Git Sync repository resource

A repository resource is a Grafana configuration object that defines the connection between a group of repositories and your Grafana instance via Git Sync.

  • Which Git repository to sync with your Grafana instance.
  • Which branch to use.
  • Which directory path to synchronize.
  • Sync behavior and workflows.

Each repository resource creates bidirectional synchronization between a Grafana instance and a specific location in Git.

Git Sync connection resource

A connection is the authentication setup between Grafana and an external Git provider, required when you’re not using a Personal Access Token or a static token to authenticate. Use it to authorize access to your external repositories, and to generate or refresh the credentials for Git Sync. A single connection can be reused across multiple repositories.

For example, if you’re using GitHub App to authenticate, the connection represents the app installation. Grafana uses this connection to authenticate with GitHub, create access tokens, and authorize repository access on your behalf.

The connection resource includes:

  • The external provider configuration: The authentication mechanism Grafana uses to communicate with the Git provider (for example, a GitHub App).
  • The provider authorization or installation: The authorized entity that allows Grafana to request tokens from the provider.
  • Repository access scope: The set of repositories that the connection (and therefore, Grafana) is authorized to access in the Git provider.

How does Git Sync behave?

Git Sync is bidirectional, and syncs a repository resource with your Grafana instance. You can modify provisioned resources both from the Grafana UI or from the synced GitHub repository, and changes will be reflected in both places:

  1. Grafana monitors the specified Git location (repository, branch, and path).
  2. Grafana creates a folder in Dashboards (typically named after the repository).
  3. Grafana creates dashboards from dashboard JSON files in Git within this folder.
  4. Grafana commits dashboard changes made in the UI back to Git.
  5. Grafana pulls dashboard changes made in Git and updates dashboards in the UI.
  6. Synchronization occurs at regular intervals (configurable), or instantly if you use webhooks.

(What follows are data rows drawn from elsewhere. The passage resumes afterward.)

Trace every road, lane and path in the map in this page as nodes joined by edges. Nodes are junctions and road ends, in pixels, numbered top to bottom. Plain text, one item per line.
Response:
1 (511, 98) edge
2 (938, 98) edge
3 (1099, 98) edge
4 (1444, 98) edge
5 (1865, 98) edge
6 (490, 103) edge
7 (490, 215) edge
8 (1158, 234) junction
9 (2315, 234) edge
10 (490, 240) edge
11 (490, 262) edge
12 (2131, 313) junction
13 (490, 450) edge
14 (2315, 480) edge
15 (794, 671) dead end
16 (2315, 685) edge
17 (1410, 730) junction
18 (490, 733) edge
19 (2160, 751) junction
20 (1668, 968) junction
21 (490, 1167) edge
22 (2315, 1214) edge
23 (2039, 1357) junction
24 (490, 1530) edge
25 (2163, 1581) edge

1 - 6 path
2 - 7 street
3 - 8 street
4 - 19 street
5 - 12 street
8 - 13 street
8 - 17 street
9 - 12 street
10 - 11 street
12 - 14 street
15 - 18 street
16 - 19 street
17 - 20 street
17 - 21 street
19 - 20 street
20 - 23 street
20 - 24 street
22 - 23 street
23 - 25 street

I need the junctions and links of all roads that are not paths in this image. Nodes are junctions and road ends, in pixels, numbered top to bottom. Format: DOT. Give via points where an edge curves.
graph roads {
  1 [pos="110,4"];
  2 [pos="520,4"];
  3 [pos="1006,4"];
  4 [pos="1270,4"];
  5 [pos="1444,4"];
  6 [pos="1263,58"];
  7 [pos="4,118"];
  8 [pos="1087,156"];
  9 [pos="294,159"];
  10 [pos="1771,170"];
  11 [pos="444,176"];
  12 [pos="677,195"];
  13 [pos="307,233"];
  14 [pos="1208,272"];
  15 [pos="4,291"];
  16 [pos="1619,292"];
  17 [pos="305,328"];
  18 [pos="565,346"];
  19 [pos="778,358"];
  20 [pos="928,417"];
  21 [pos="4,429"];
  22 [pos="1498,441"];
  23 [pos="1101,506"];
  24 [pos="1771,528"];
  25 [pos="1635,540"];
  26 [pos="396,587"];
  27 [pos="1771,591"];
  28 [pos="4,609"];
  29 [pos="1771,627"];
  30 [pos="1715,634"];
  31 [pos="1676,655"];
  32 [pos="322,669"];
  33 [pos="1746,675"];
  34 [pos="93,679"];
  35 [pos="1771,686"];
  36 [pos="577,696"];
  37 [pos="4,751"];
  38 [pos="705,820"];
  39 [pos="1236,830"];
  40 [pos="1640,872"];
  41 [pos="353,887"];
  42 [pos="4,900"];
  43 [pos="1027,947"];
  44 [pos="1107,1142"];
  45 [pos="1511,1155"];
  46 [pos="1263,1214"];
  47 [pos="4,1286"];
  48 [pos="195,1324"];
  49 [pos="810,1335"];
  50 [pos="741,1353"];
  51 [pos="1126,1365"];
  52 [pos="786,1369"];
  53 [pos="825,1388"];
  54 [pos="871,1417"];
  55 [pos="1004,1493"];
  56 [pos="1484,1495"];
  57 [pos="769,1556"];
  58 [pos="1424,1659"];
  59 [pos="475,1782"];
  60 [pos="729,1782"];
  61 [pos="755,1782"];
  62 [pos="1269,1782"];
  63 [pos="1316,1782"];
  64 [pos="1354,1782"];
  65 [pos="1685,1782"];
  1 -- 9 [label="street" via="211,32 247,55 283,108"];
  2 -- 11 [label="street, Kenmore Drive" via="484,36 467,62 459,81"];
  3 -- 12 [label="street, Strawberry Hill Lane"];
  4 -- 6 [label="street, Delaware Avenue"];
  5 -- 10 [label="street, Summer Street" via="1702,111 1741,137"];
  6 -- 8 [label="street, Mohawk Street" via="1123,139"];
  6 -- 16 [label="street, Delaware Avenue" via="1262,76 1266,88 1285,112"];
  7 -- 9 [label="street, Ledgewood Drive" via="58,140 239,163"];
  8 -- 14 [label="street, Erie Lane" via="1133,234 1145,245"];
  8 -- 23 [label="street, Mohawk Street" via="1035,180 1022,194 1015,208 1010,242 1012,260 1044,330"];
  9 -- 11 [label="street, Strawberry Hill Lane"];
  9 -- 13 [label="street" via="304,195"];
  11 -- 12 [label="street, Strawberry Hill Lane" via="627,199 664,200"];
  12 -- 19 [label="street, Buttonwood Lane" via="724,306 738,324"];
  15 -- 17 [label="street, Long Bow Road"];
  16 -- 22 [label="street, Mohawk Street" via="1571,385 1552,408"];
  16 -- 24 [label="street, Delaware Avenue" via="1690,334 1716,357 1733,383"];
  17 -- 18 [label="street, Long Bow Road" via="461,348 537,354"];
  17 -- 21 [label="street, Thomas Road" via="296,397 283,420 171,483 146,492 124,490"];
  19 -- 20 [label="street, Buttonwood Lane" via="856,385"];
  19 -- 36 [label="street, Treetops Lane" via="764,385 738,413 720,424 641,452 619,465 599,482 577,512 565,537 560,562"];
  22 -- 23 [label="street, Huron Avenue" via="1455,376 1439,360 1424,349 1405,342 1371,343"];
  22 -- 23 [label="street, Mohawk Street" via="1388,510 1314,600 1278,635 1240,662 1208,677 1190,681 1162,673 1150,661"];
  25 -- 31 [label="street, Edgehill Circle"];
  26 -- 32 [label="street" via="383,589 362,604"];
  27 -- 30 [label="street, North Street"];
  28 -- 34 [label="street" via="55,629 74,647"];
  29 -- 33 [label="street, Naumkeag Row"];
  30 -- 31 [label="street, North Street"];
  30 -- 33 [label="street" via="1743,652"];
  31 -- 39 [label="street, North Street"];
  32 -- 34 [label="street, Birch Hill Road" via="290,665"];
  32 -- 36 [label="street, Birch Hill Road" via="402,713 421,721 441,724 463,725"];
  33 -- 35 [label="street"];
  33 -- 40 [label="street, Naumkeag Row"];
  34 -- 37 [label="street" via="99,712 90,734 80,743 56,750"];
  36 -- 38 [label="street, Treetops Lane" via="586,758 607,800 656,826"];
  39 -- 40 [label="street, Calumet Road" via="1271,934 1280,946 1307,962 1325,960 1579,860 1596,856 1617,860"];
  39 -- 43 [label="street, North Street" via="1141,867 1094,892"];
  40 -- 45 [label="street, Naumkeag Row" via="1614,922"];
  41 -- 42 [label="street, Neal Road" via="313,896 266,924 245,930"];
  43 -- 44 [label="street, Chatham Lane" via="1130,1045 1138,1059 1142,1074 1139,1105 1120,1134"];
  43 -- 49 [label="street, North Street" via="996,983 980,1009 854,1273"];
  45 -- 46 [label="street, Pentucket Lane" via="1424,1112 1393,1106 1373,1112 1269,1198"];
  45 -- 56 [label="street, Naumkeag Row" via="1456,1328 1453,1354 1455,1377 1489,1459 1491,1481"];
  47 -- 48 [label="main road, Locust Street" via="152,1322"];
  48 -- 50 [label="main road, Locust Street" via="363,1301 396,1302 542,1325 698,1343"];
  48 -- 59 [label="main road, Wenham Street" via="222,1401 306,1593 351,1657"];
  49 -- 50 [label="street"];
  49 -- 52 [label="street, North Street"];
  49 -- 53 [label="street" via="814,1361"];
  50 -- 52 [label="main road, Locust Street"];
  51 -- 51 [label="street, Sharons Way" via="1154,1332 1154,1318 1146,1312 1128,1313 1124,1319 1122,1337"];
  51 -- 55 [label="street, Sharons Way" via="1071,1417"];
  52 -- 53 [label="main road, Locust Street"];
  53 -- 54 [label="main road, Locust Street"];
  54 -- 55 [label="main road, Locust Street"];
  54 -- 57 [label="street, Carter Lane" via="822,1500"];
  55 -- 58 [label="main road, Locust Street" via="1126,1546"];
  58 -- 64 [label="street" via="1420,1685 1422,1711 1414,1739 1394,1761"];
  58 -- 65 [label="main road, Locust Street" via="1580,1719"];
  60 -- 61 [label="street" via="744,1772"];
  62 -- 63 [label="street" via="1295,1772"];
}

You can find the provisioned dashboards organized in folders under Dashboards.

Git Sync states

Your Grafana instance can be in one of the following Git Sync states:

  • Unprovisioned: None of the instance’s resources are being managed by Git Sync.
  • Partially provisioned: Some of the resources are controlled by Git Sync.
  • Fully provisioned: All supported resource types are managed by Git Sync. Unsupported resources are not managed.

Example: Relationship between repository, branch, and path

Here’s an example showing how the repository, branch, and path concepts work together:

Configuration:

  • Repository: your-org/grafana-manifests
  • Branch: main
  • Path: team-platform/grafana/

In Git (on branch main):

your-org/grafana-manifests/
├── .git/
├── README.md
├── team-platform/
│   └── grafana/
│       ├── cpu-metrics.json       ← Synced
│       ├── memory-usage.json      ← Synced
│       └── disk-io.json           ← Synced
├── team-data/
│   └── grafana/
│       └── pipeline-stats.json    ← Not synced (different path)
└── other-files.txt                ← Not synced (outside path)

In the Grafana Dashboards view:

Dashboards
└── 📁 grafana-manifests/
    ├── CPU Metrics Dashboard
    ├── Memory Usage Dashboard
    └── Disk I/O Dashboard

Key takeaways:

  • Grafana only synchronizes files within the specified path (team-platform/grafana/).
  • Grafana ignores files in other paths or at the repository root.
  • The folder name in Grafana comes from the repository name.
  • Dashboard titles come from the JSON file content, not the filename.